- ASSIGNMENT -
Please copy every line from the following entries in which the word "Bourg" appears.

(Stored data)
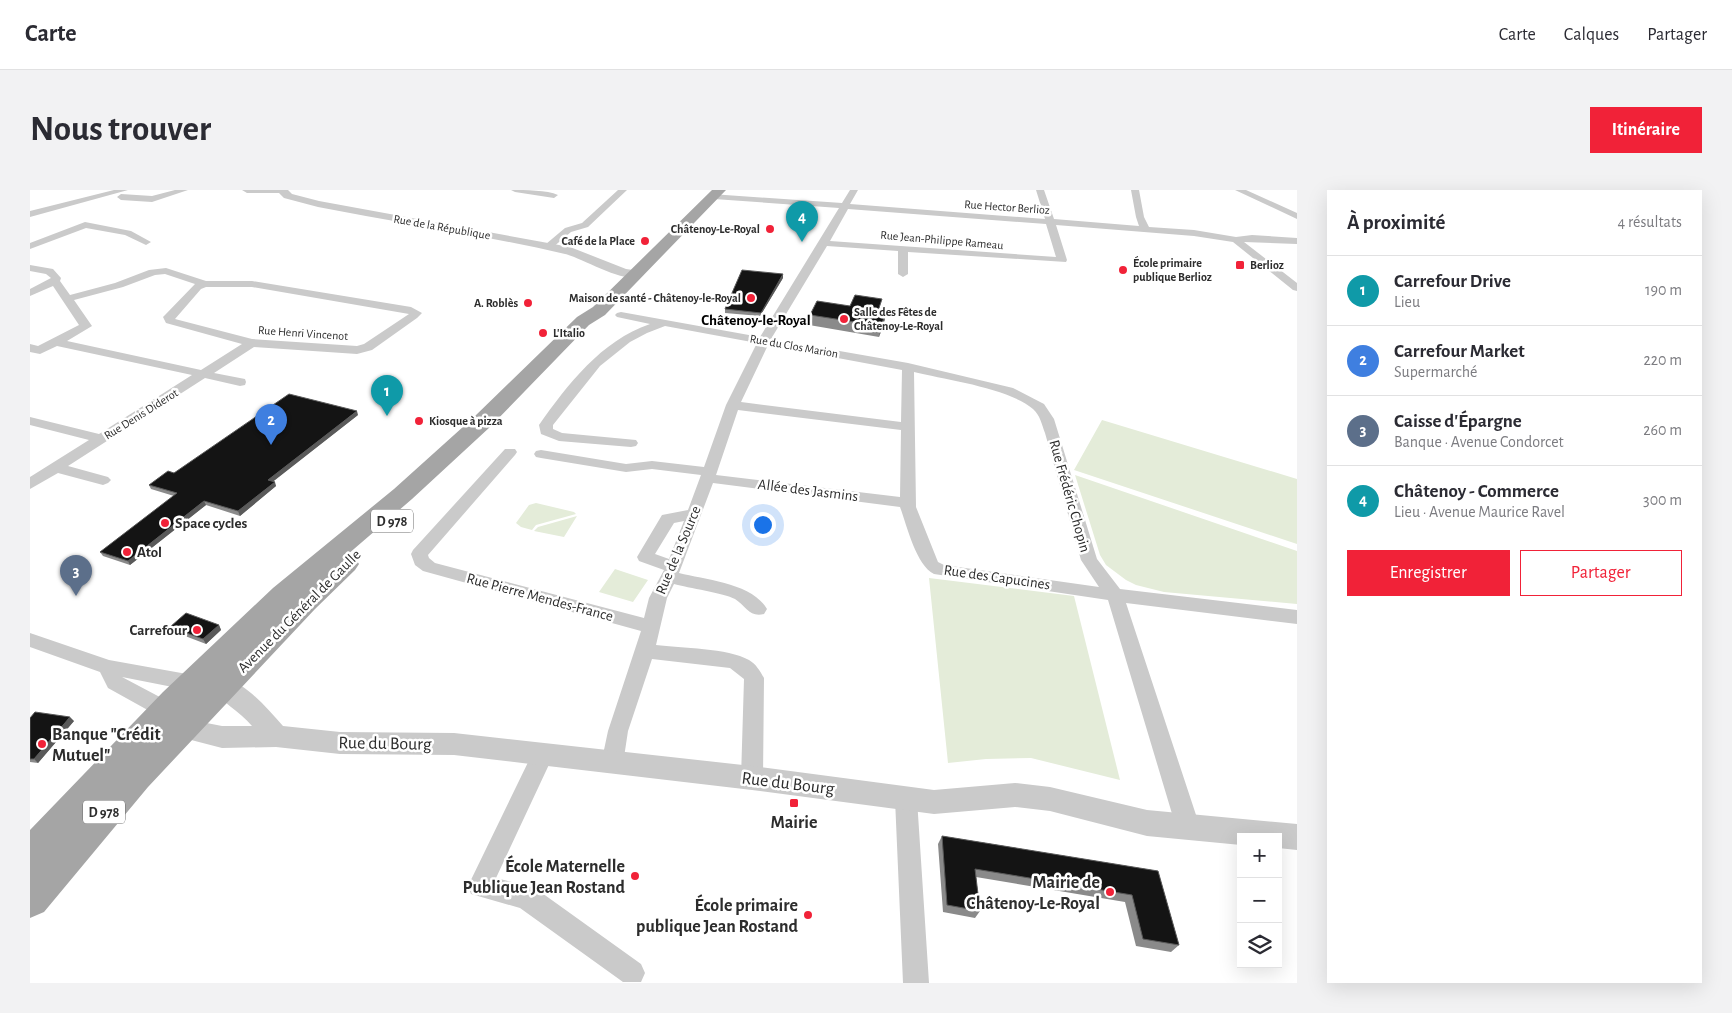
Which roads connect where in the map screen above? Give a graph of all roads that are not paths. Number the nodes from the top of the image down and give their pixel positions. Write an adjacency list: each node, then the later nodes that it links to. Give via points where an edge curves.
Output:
1 (184, 190): 10 (street, via 154,201)
2 (247, 190): 3 (street, Rue de la République)
3 (283, 190): 23 (street, Rue de la République, via 288,196 311,202)
4 (515, 190): 12 (street)
5 (624, 190): 23 (street, via 585,224 568,230)
6 (854, 190): 13 (street, Rue de la Source)
7 (1040, 190): 16 (street)
8 (1135, 190): 17 (street, via 1140,217)
9 (1239, 190): 15 (street)
10 (122, 193): 14 (street)
11 (717, 193): 13 (street, Rue Hector Berlioz); 26 (main road, Avenue du Général de Gaulle / D 978)
12 (554, 195)
13 (843, 206): 16 (street, Rue Hector Berlioz); 21 (street, Rue de la Source)
14 (30, 214)
15 (1297, 216)
16 (1051, 222): 17 (street, Rue Hector Berlioz); 24 (street, Rue Jean-Philippe Rameau, via 1062,260 1058,261)
17 (1146, 229): 19 (street, Rue Hector Berlioz)
18 (1292, 238): 19 (street, Rue Hector Berlioz)
19 (1236, 240): 30 (street)
20 (146, 242): 22 (street, via 128,233 85,225)
21 (824, 243): 24 (street, Rue Jean-Philippe Rameau); 36 (street, Rue de la Source)
22 (30, 246)
23 (549, 246): 26 (street, Rue de la République, via 583,255 624,273)
24 (903, 249): 27 (street)
25 (30, 268): 28 (street, via 48,271 56,278)
26 (636, 274): 33 (main road, Avenue du Général de Gaulle / D 978)
27 (904, 274)
28 (55, 281): 31 (street); 32 (street)
29 (205, 284): 32 (street, Rue Henri Vincenot, via 172,272 159,271); 37 (street, Rue Henri Vincenot, via 196,287 170,321); 37 (street, Rue Henri Vincenot, via 252,284 416,313 368,347 357,350)
30 (1297, 288)
31 (30, 293)
32 (67, 299): 35 (street, via 86,326)
33 (610, 313): 34 (street, Rue du Clos Marion); 63 (main road, Avenue du Général de Gaulle / D 978, via 594,319 540,378 305,602)
34 (665, 323): 36 (street, Rue du Clos Marion, via 729,332); 46 (street, via 641,330 615,345 582,376 546,425 546,431 559,437)
35 (56, 342): 38 (street, via 40,350); 40 (street)
36 (764, 342): 39 (street, Rue du Clos Marion); 42 (street, Rue de la Source)
37 (252, 343): 40 (street, Rue Denis Diderot)
38 (30, 348)
39 (908, 367): 44 (street, Rue des Capucines); 56 (street, Rue Frédéric Chopin, via 1008,392 1039,407 1052,433 1089,560)
40 (204, 374): 41 (street); 45 (street, Rue Denis Diderot)
41 (240, 382)
42 (733, 404): 44 (street); 50 (street, Rue de la Source)
43 (30, 421): 45 (street)
44 (908, 427): 53 (street, Rue des Capucines)
45 (102, 439): 49 (street, Rue Denis Diderot)
46 (631, 443)
47 (510, 452): 59 (street, Rue Pierre Mendes-France, via 419,554 420,561 429,567)
48 (541, 454): 50 (street, Allée des Jasmins, via 626,468 652,465)
49 (56, 468): 51 (street); 52 (street, Rue Denis Diderot)
50 (709, 475): 53 (street, Allée des Jasmins); 54 (street, Rue de la Source)
51 (103, 480)
52 (30, 484)
53 (908, 503): 56 (street, Rue des Capucines, via 928,560 940,570)
54 (694, 514): 55 (street, Rue de la Source); 55 (street, via 668,519 645,557 668,565)
55 (672, 571): 57 (street, via 740,594); 59 (street, Rue de la Source, via 658,598)
56 (1115, 595): 58 (street, Rue des Capucines); 70 (street, Rue Frédéric Chopin)
57 (758, 609)
58 (1297, 617)
59 (650, 628): 61 (street, Rue de la Source)
60 (30, 640): 62 (street)
61 (645, 651): 67 (street, Rue de la Source, via 618,731); 68 (street, via 730,660 750,670 754,678)
62 (108, 667): 63 (street); 64 (street, via 116,683)
63 (208, 685): 64 (main road, Avenue du Général de Gaulle / D 978); 65 (street, via 253,708)
64 (174, 719): 65 (street, Rue du Bourg, via 222,737); 72 (main road, Avenue du Général de Gaulle / D 978); 73 (main road, Avenue du Général de Gaulle / D 978, via 136,776)
65 (276, 736): 66 (street, Rue du Bourg, via 340,743 454,744)
66 (542, 756): 67 (street, Rue du Bourg); 74 (street, via 480,886 526,897)
67 (612, 764): 68 (street, Rue du Bourg)
68 (752, 778): 69 (street, Rue du Bourg)
69 (906, 799): 70 (street, Rue du Bourg, via 934,802 1023,796 1050,799 1147,823); 75 (street)
70 (1188, 827): 71 (street, Rue du Bourg)
71 (1297, 838)
72 (30, 856)
73 (30, 899)
74 (632, 973)
75 (916, 983)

- ANSWER TO THIS TASK -
64 (174, 719): 65 (street, Rue du Bourg, via 222,737); 72 (main road, Avenue du Général de Gaulle / D 978); 73 (main road, Avenue du Général de Gaulle / D 978, via 136,776)
65 (276, 736): 66 (street, Rue du Bourg, via 340,743 454,744)
66 (542, 756): 67 (street, Rue du Bourg); 74 (street, via 480,886 526,897)
67 (612, 764): 68 (street, Rue du Bourg)
68 (752, 778): 69 (street, Rue du Bourg)
69 (906, 799): 70 (street, Rue du Bourg, via 934,802 1023,796 1050,799 1147,823); 75 (street)
70 (1188, 827): 71 (street, Rue du Bourg)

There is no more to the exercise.